▸ **Problem to solve**
Repeat every entry exactly as it stands. Omit the images.

(Data section begins)

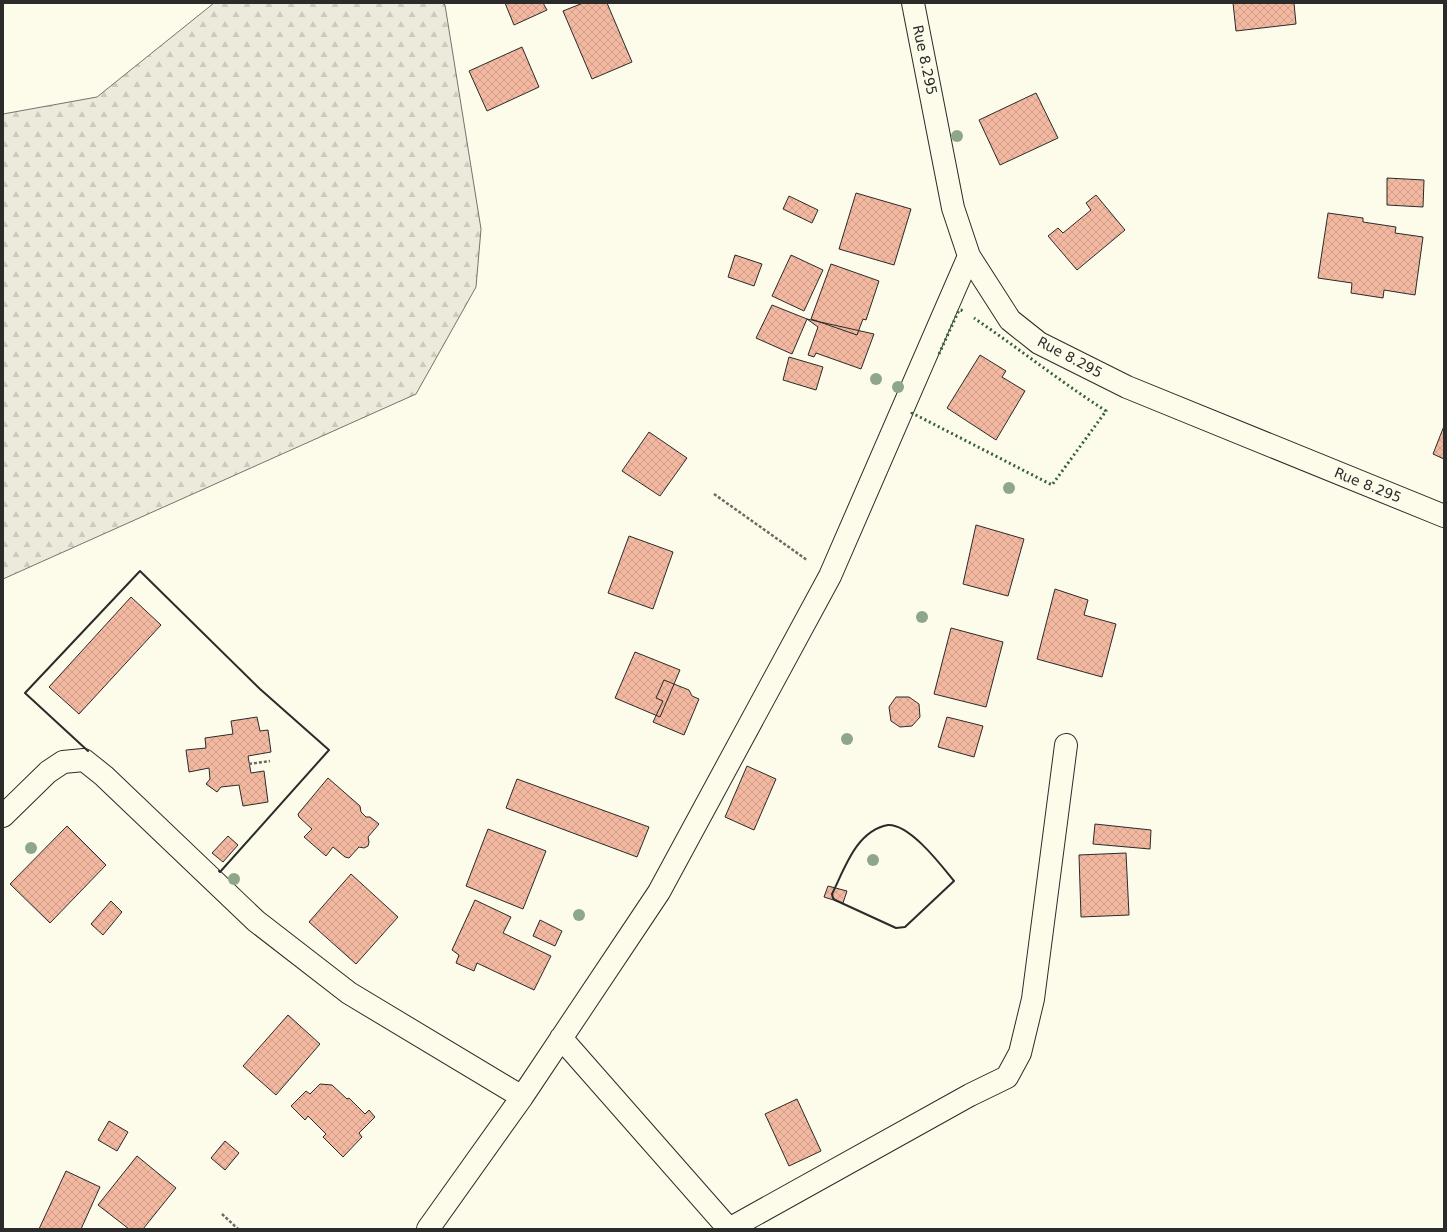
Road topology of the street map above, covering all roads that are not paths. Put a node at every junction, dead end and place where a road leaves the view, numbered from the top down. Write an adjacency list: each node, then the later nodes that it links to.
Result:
1 (913, 3): 2 (street, Rue 8.295)
2 (969, 256): 3 (street, Rue 8.295); 6 (street)
3 (1444, 516)
4 (1066, 745): 6 (street)
5 (3, 816): 7 (street)
6 (561, 1038): 7 (street)
7 (522, 1097): 8 (street)
8 (431, 1228)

(Data section ends)

▸ **Answer for this exercise**
Road topology of the street map above, covering all roads that are not paths. Put a node at every junction, dead end and place where a road leaves the view, numbered from the top down. Write an adjacency list: each node, then the later nodes that it links to.
Result:
1 (913, 3): 2 (street, Rue 8.295)
2 (969, 256): 3 (street, Rue 8.295); 6 (street)
3 (1444, 516)
4 (1066, 745): 6 (street)
5 (3, 816): 7 (street)
6 (561, 1038): 7 (street)
7 (522, 1097): 8 (street)
8 (431, 1228)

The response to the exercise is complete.